WORK REQUEST: In the records below, work out how many lines hold the word "улица". Report the number alone.

··· SOURCE INFORMATION ···

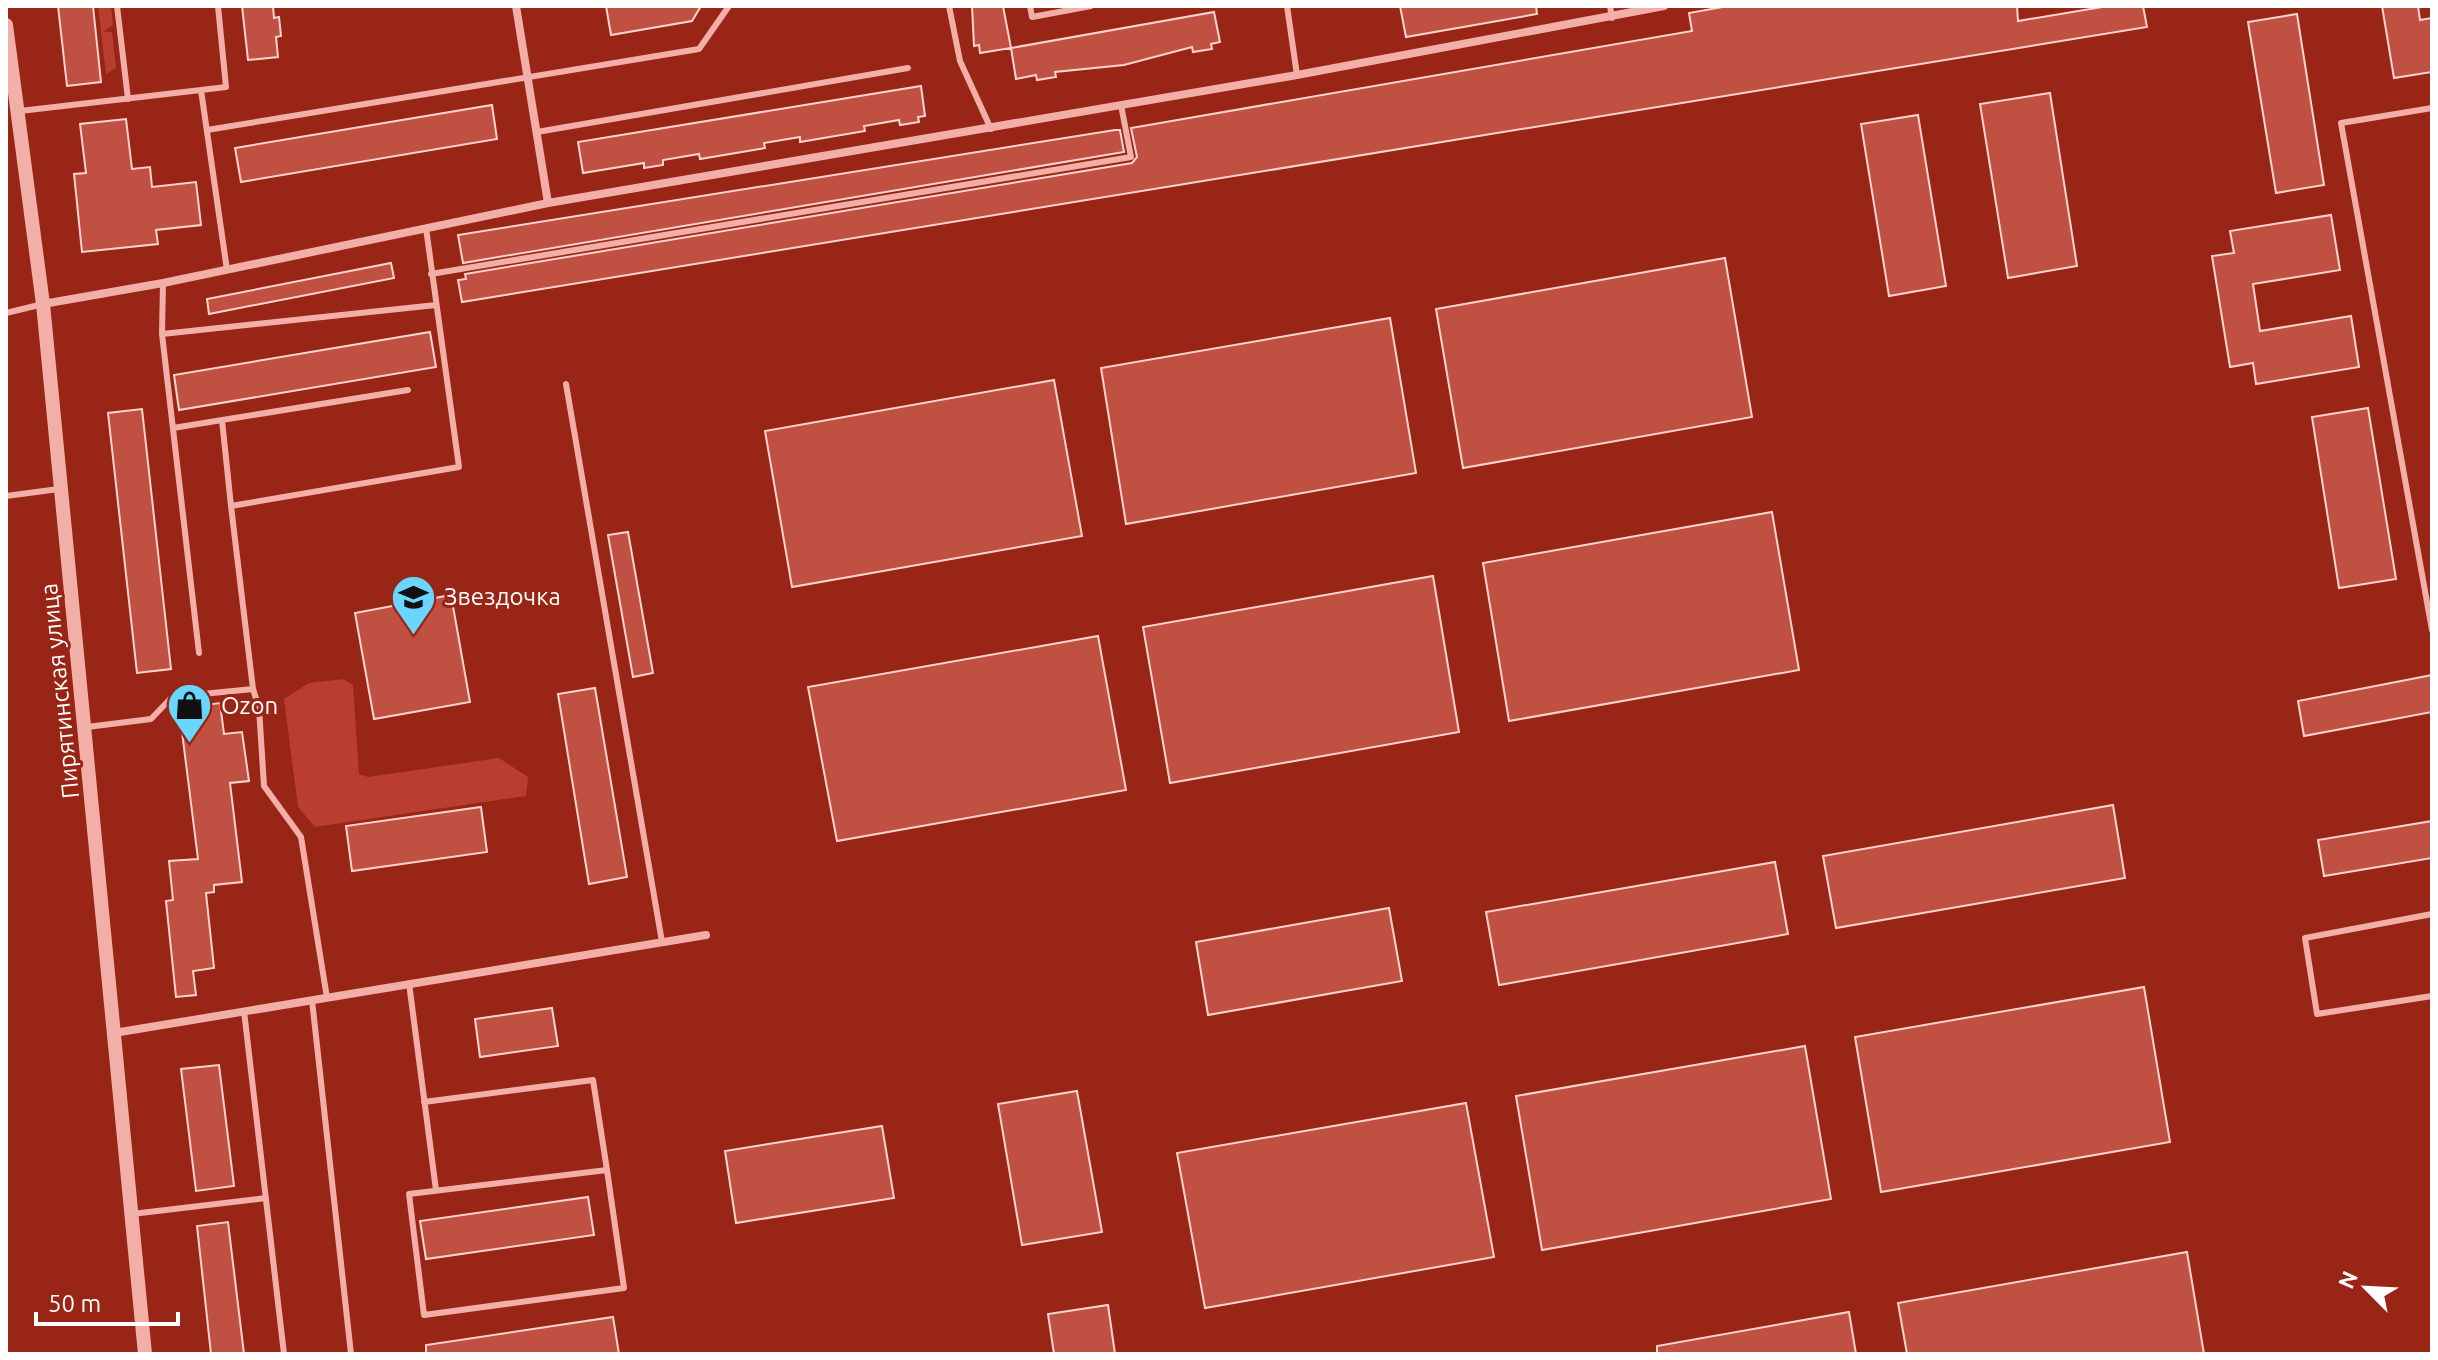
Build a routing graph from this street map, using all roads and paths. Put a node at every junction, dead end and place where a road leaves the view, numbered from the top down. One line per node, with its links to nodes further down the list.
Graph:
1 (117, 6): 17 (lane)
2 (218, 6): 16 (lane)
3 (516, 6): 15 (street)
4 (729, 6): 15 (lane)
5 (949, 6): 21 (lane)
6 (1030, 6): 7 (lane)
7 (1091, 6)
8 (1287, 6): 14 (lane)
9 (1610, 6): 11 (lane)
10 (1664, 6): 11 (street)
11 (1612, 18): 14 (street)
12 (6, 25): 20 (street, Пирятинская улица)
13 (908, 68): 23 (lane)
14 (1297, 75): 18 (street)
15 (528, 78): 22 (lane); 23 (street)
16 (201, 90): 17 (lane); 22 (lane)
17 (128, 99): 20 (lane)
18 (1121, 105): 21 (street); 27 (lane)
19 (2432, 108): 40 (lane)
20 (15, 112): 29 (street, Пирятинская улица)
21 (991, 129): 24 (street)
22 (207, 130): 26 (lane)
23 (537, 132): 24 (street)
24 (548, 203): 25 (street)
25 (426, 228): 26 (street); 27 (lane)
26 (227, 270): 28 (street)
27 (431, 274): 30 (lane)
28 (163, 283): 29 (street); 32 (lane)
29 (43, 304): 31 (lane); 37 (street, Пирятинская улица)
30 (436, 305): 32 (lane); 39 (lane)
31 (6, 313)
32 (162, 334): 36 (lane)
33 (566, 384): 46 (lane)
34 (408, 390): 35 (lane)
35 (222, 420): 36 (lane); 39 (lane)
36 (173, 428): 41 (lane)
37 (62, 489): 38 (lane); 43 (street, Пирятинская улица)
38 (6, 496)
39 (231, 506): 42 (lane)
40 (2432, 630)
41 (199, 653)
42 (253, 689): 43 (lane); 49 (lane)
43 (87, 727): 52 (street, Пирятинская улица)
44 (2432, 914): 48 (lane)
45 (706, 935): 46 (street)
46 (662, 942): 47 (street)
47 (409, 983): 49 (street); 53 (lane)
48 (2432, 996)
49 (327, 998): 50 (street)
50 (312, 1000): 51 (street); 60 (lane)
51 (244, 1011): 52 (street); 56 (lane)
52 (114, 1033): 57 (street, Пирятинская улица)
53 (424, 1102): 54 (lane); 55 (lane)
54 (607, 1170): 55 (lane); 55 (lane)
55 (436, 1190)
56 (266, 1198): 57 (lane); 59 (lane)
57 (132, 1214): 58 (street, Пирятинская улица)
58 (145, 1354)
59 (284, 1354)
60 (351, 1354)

···

WORKED SOLUTION: 7